**PROVIDED DATA:**
::::

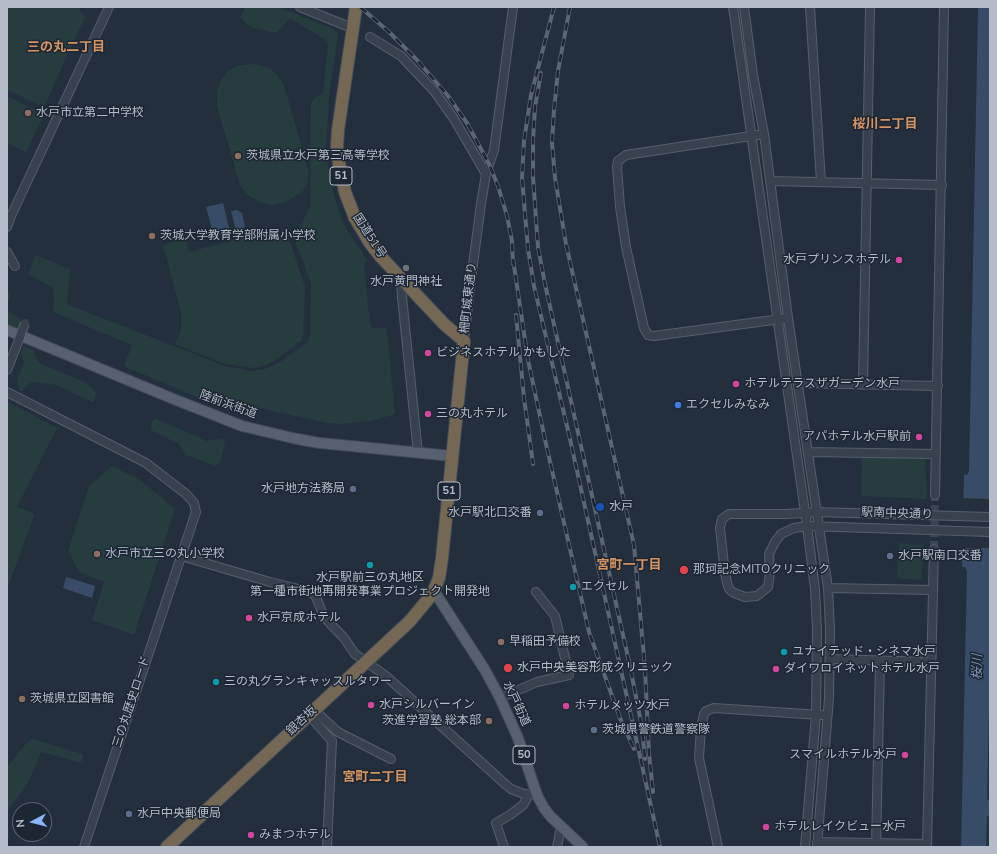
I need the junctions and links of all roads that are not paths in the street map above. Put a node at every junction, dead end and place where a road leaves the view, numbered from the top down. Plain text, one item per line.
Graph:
1 (109, 7) edge
2 (300, 7) edge
3 (513, 7) edge
4 (733, 7) edge
5 (744, 7) edge
6 (810, 7) edge
7 (870, 7) edge
8 (944, 7) edge
9 (356, 10) edge
10 (352, 28) junction
11 (370, 37) dead end
12 (764, 134) junction
13 (751, 135) junction
14 (486, 174) junction
15 (771, 181) junction
16 (821, 182) junction
17 (867, 183) junction
18 (942, 185) junction
19 (7, 227) edge
20 (7, 252) edge
21 (15, 266) dead end
22 (401, 280) junction
23 (788, 318) junction
24 (777, 320) junction
25 (26, 322) dead end
26 (7, 330) edge
27 (464, 341) junction
28 (7, 370) edge
29 (798, 383) junction
30 (863, 385) junction
31 (938, 386) junction
32 (7, 392) edge
33 (808, 452) junction
34 (418, 453) junction
35 (935, 454) junction
36 (452, 456) junction
37 (935, 495) tunnel mouth
38 (817, 512) junction
39 (805, 513) junction
40 (990, 517) edge
41 (807, 526) junction
42 (820, 526) junction
43 (990, 532) edge
44 (934, 549) tunnel mouth
45 (181, 556) junction
46 (828, 588) junction
47 (933, 590) junction
48 (434, 591) junction
49 (536, 592) dead end
50 (830, 659) junction
51 (880, 661) junction
52 (366, 662) junction
53 (931, 662) junction
54 (500, 698) junction
55 (311, 712) junction
56 (816, 715) junction
57 (828, 715) junction
58 (391, 759) dead end
59 (533, 795) junction
60 (561, 827) junction
61 (817, 845) edge
62 (876, 845) edge
63 (927, 846) edge
64 (84, 847) edge
65 (167, 847) edge
66 (327, 847) edge
67 (504, 847) edge
68 (557, 847) edge
69 (583, 847) edge
70 (718, 847) edge
71 (805, 847) edge

1 - 19 street
2 - 10 street
3 - 14 street, 柵町城東通り
4 - 13 street
5 - 12 street
6 - 16 street
7 - 17 street
8 - 18 street
9 - 10 highway, 国道51号 / 51
10 - 22 highway, 国道51号 / 51
11 - 14 street
12 - 13 street
12 - 15 street
13 - 24 street
13 - 24 street
14 - 27 street, 柵町城東通り
15 - 16 street
15 - 23 street
16 - 17 street
17 - 18 street
17 - 30 street
18 - 31 street
20 - 21 street
22 - 27 highway, 国道51号 / 51
22 - 34 street
23 - 24 street
23 - 29 street
24 - 39 street
25 - 28 street, bridge
26 - 34 main road, 陸前浜街道
27 - 36 highway, 柵町城東通り / 51
29 - 30 street
29 - 33 street
30 - 31 street
31 - 35 street
32 - 45 street, 三の丸歴史ロード
33 - 35 street
33 - 38 street
34 - 36 main road, 陸前浜街道
35 - 37 street
36 - 48 highway, 柵町城東通り / 51
38 - 39 street, 駅南中央通り
38 - 40 street, 駅南中央通り
38 - 42 street
39 - 41 street
39 - 41 street, 駅南中央通り
41 - 42 street, 駅南中央通り
41 - 56 street
42 - 43 street, 駅南中央通り
42 - 46 street
44 - 47 street
45 - 52 street
45 - 64 street, 三の丸歴史ロード
46 - 47 street
46 - 50 street
47 - 53 street
48 - 52 highway, 銀杏坂
48 - 54 main road, 水戸街道 / 50
49 - 54 street
50 - 51 street
50 - 57 street
51 - 53 street
51 - 62 street
52 - 55 highway, 銀杏坂
52 - 59 street
53 - 63 street
54 - 59 main road, 水戸街道 / 50
55 - 58 street
55 - 65 highway, 銀杏坂
55 - 66 street
56 - 57 street
56 - 70 street
56 - 71 street
57 - 61 street
59 - 60 main road, 水戸街道 / 50
59 - 67 street
60 - 68 street
60 - 69 main road, 水戸街道 / 50
61 - 62 street
62 - 63 street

::::

**WHAT YOU NEED TO DO:** Using the data above, return every line that contains the string "駅南中央通り".

**OUTPUT:**
38 - 39 street, 駅南中央通り
38 - 40 street, 駅南中央通り
39 - 41 street, 駅南中央通り
41 - 42 street, 駅南中央通り
42 - 43 street, 駅南中央通り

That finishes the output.